Le Dr Denis Mukwege retournera le 14 janvier en République démocratique du Congo
Le gynécologue Denis Mukwege, réputé pour son aide aux femmes violées dans l'Est de la République démocratique du Congo, et qui avait dû s'exiler après une tentative d'assassinat à Bukavu (est), rentrera dans son pays le 14 janvier, a-t-on appris auprès de l'hôpital qu'il a fondé. "Le retour à Bukavu du docteur Denis Mukwege et de sa famille est prévu le lundi 14 janvier", annonce un communiqué de l'hôpital Panzi, fondé par le Dr Mukwege.
"C'est le docteur qui a pris cette décision en apprennant qu'il recevait de plus en plus de messages: il y a beaucoup de demandes de malades, de femmes qui réclament son retour", a précisé à l'AFP Ephraim Bisimwa, chargé de communication de l'hôpital Panzi.
Le gynécologue a échappé à une tentative d'assassinat le 25 octobre à son domicile de Bukavu, capitale de la province instable du Sud-Kivu (est). Cette agression avait provoqué de vives condamnations locales et internationales.

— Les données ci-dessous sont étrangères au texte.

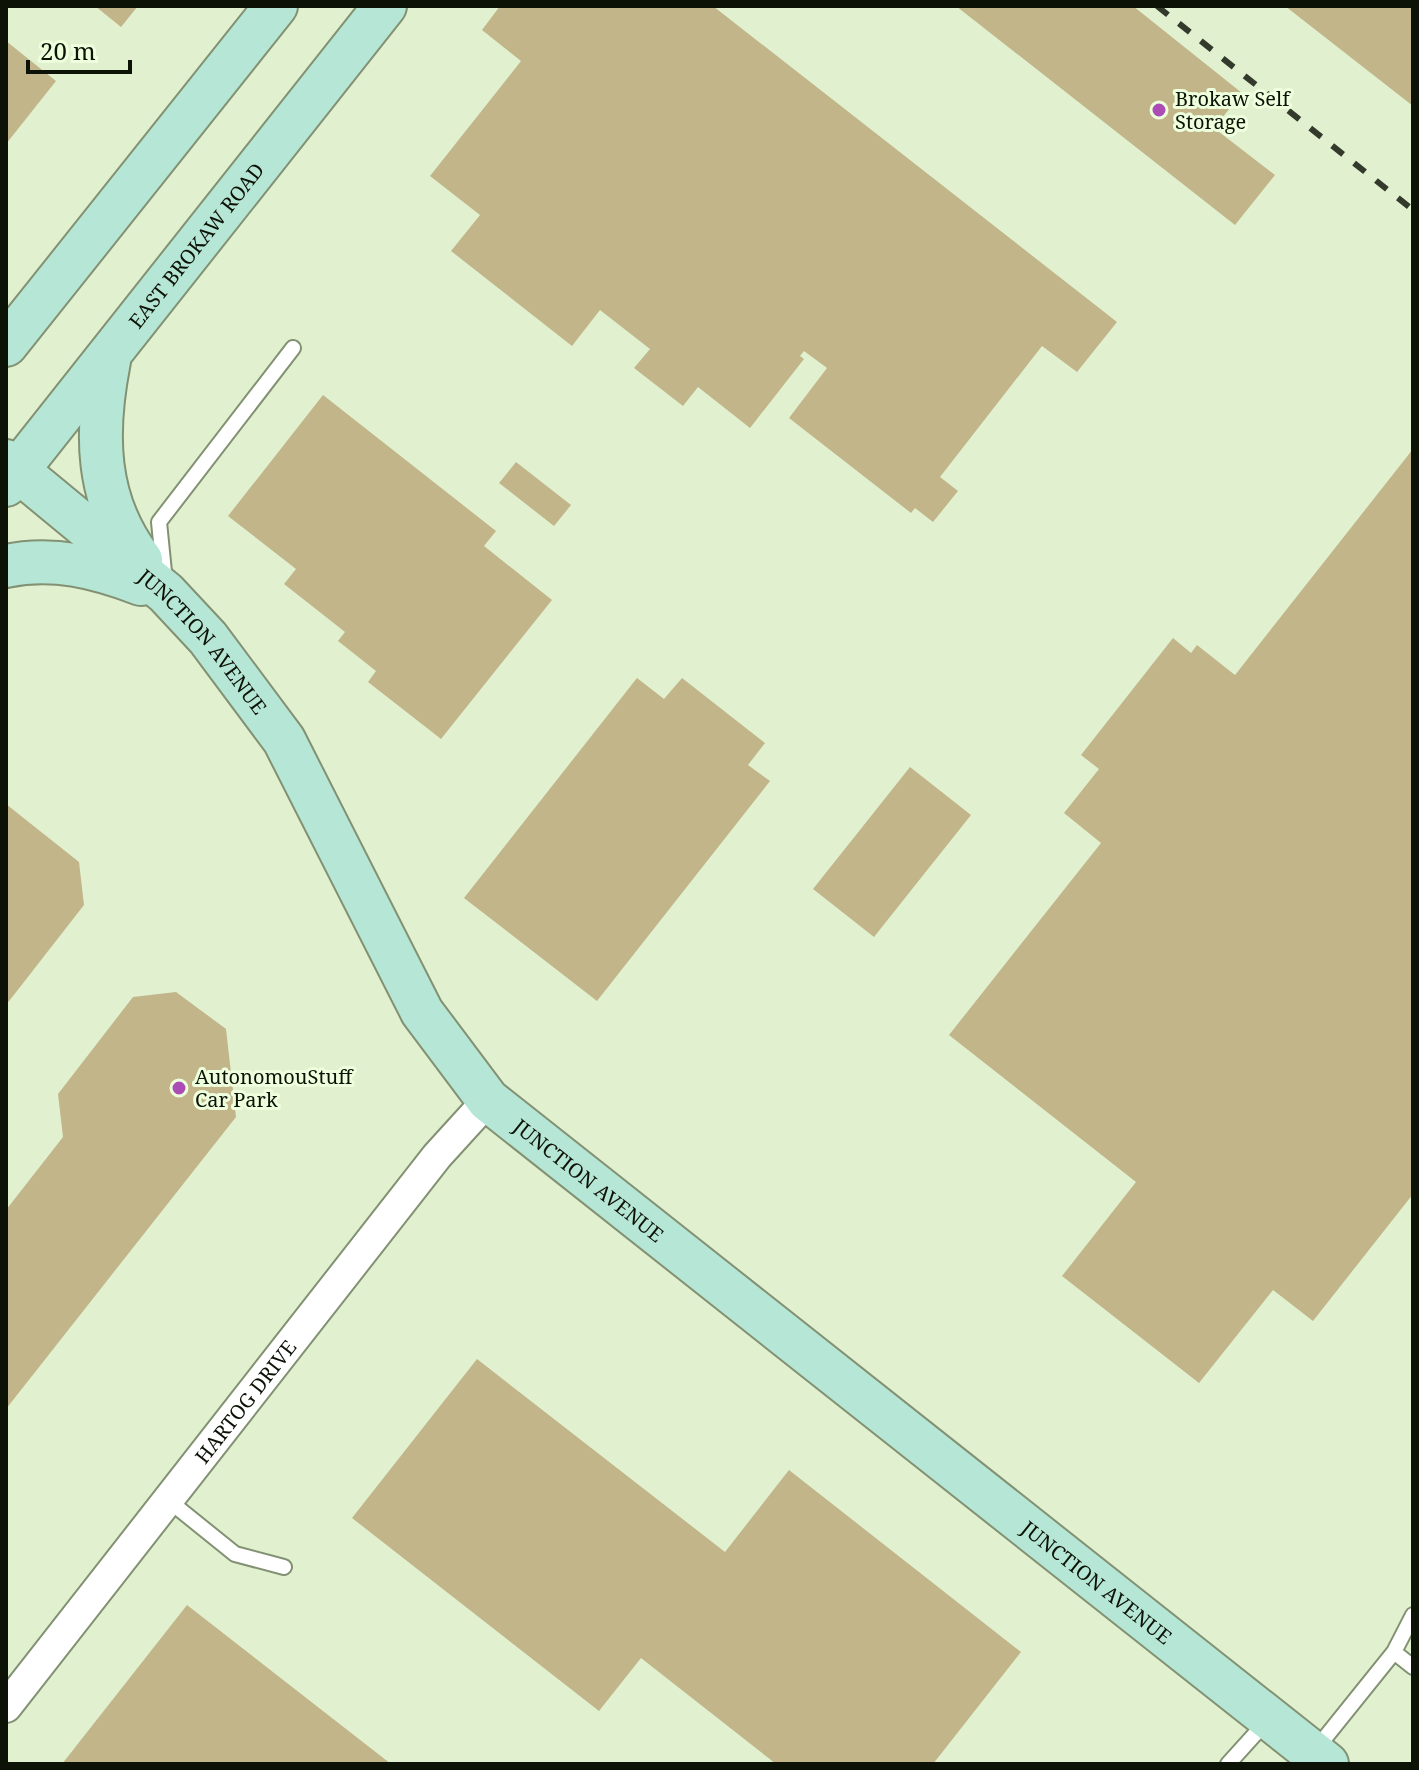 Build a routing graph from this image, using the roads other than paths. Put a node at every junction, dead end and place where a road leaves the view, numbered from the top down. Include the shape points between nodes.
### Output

Après quelques jours d'exil en Suède, le médecin s'est rendu en Belgique, où il séjourne actuellement. "Dès que j'aurai une sécurité suffisante, mon projet est de retourner le plus tôt possible", avait-il indiqué début novembre.
L'hôpital de Panzi et la mission pentecôtiste suédoise pour le développement (PMU), qui finance l'action du médecin, demandent la participation "active et concrète" des autorités congolaises et de la Mission de l'ONU en RDC (Monusco) pour "garantir la sécurité de l'Hôpital, de ses équipes, de ses patients et du Docteur Denis Mukwege", souligne le communiqué.

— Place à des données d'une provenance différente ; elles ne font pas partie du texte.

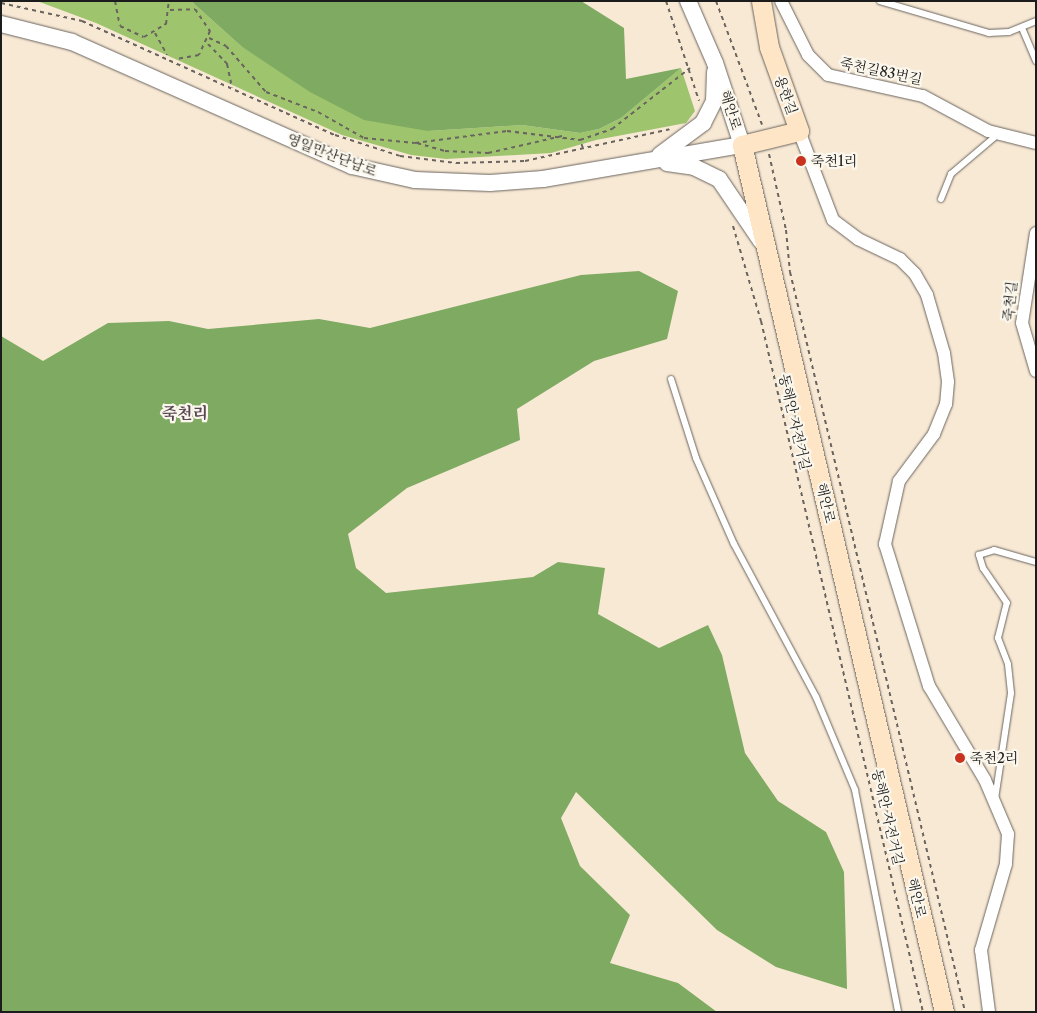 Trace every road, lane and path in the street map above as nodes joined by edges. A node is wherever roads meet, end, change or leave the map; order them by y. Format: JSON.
{"nodes":[{"id":1,"x":116,"y":1,"type":"edge"},
{"id":2,"x":169,"y":1,"type":"edge"},
{"id":3,"x":666,"y":1,"type":"edge"},
{"id":4,"x":688,"y":1,"type":"edge"},
{"id":5,"x":716,"y":1,"type":"edge"},
{"id":6,"x":761,"y":1,"type":"edge"},
{"id":7,"x":781,"y":1,"type":"edge"},
{"id":8,"x":880,"y":1,"type":"edge"},
{"id":9,"x":1,"y":3,"type":"edge"},
{"id":10,"x":170,"y":10,"type":"junction"},
{"id":11,"x":1036,"y":20,"type":"edge"},
{"id":12,"x":1,"y":24,"type":"edge"},
{"id":13,"x":1022,"y":28,"type":"junction"},
{"id":14,"x":155,"y":34,"type":"junction"},
{"id":15,"x":209,"y":38,"type":"junction"},
{"id":16,"x":208,"y":44,"type":"junction"},
{"id":17,"x":172,"y":59,"type":"junction"},
{"id":18,"x":1036,"y":61,"type":"edge"},
{"id":19,"x":715,"y":62,"type":"junction"},
{"id":20,"x":691,"y":67,"type":"junction"},
{"id":21,"x":232,"y":88,"type":"junction"},
{"id":22,"x":703,"y":123,"type":"junction"},
{"id":23,"x":679,"y":128,"type":"dead end"},
{"id":24,"x":799,"y":131,"type":"junction"},
{"id":25,"x":997,"y":134,"type":"junction"},
{"id":26,"x":562,"y":136,"type":"junction"},
{"id":27,"x":766,"y":139,"type":"junction"},
{"id":28,"x":580,"y":140,"type":"junction"},
{"id":29,"x":415,"y":142,"type":"junction"},
{"id":30,"x":1036,"y":142,"type":"edge"},
{"id":31,"x":742,"y":145,"type":"junction"},
{"id":32,"x":583,"y":148,"type":"junction"},
{"id":33,"x":647,"y":161,"type":"junction"},
{"id":34,"x":941,"y":199,"type":"dead end"},
{"id":35,"x":731,"y":218,"type":"dead end"},
{"id":36,"x":1036,"y":233,"type":"edge"},
{"id":37,"x":768,"y":254,"type":"junction"},
{"id":38,"x":1036,"y":371,"type":"edge"},
{"id":39,"x":671,"y":379,"type":"dead end"},
{"id":40,"x":1036,"y":562,"type":"edge"},
{"id":41,"x":995,"y":799,"type":"junction"},
{"id":42,"x":898,"y":1012,"type":"edge"},
{"id":43,"x":923,"y":1012,"type":"edge"},
{"id":44,"x":944,"y":1012,"type":"edge"},
{"id":45,"x":965,"y":1012,"type":"edge"},
{"id":46,"x":989,"y":1012,"type":"edge"}],
"edges":[{"from":1,"to":14,"type":"path"},
{"from":2,"to":10,"type":"path"},
{"from":3,"to":20,"type":"path"},
{"from":4,"to":19,"type":"street","name":"해안로"},
{"from":5,"to":27,"type":"path"},
{"from":6,"to":24,"type":"main road","name":"용한길"},
{"from":7,"to":25,"type":"street","name":"죽천길83번길"},
{"from":8,"to":13,"type":"lane"},
{"from":9,"to":17,"type":"path"},
{"from":10,"to":14,"type":"path"},
{"from":10,"to":15,"type":"path"},
{"from":11,"to":13,"type":"lane"},
{"from":12,"to":33,"type":"street","name":"영일만산단남로"},
{"from":13,"to":18,"type":"lane"},
{"from":14,"to":17,"type":"path"},
{"from":15,"to":16,"type":"path"},
{"from":15,"to":29,"type":"path"},
{"from":16,"to":17,"type":"path"},
{"from":16,"to":21,"type":"path"},
{"from":17,"to":21,"type":"path"},
{"from":19,"to":22,"type":"street"},
{"from":19,"to":31,"type":"street","name":"해안로"},
{"from":20,"to":22,"type":"path"},
{"from":20,"to":28,"type":"path"},
{"from":21,"to":32,"type":"path"},
{"from":22,"to":33,"type":"street"},
{"from":23,"to":32,"type":"path"},
{"from":24,"to":27,"type":"main road","name":"용한길"},
{"from":24,"to":41,"type":"street"},
{"from":25,"to":30,"type":"street","name":"죽천길83번길"},
{"from":25,"to":34,"type":"lane"},
{"from":26,"to":28,"type":"path"},
{"from":26,"to":29,"type":"path"},
{"from":26,"to":29,"type":"path"},
{"from":27,"to":31,"type":"main road","name":"용한길"},
{"from":27,"to":45,"type":"path"},
{"from":28,"to":32,"type":"path"},
{"from":31,"to":33,"type":"street","name":"영일만산단남로"},
{"from":31,"to":37,"type":"main road","name":"해안로"},
{"from":33,"to":37,"type":"street"},
{"from":35,"to":43,"type":"path","name":"동해안 자전거길"},
{"from":36,"to":38,"type":"street","name":"죽천길"},
{"from":37,"to":44,"type":"main road","name":"해안로"},
{"from":39,"to":42,"type":"lane"},
{"from":40,"to":41,"type":"lane"},
{"from":41,"to":46,"type":"street"}]}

Le Dr Mukwege a créé l'hôpital et la fondation Panzi pour aider les femmes violées dans l'Est de la RDC par des groupes armés locaux et étrangers, ainsi que par certains soldats de l'armée. Chaque année, le programme de lutte contre les violences sexuelles reçoit 3.000 femmes.
Les activités du Dr Mukwege lui ont valu plusieurs nominations pour le Prix Nobel de la paix, et il a notamment reçu le prix de l'ONU pour les droits humains.
L'enquête se poursuit pour retrouver les auteurs de l'attaque.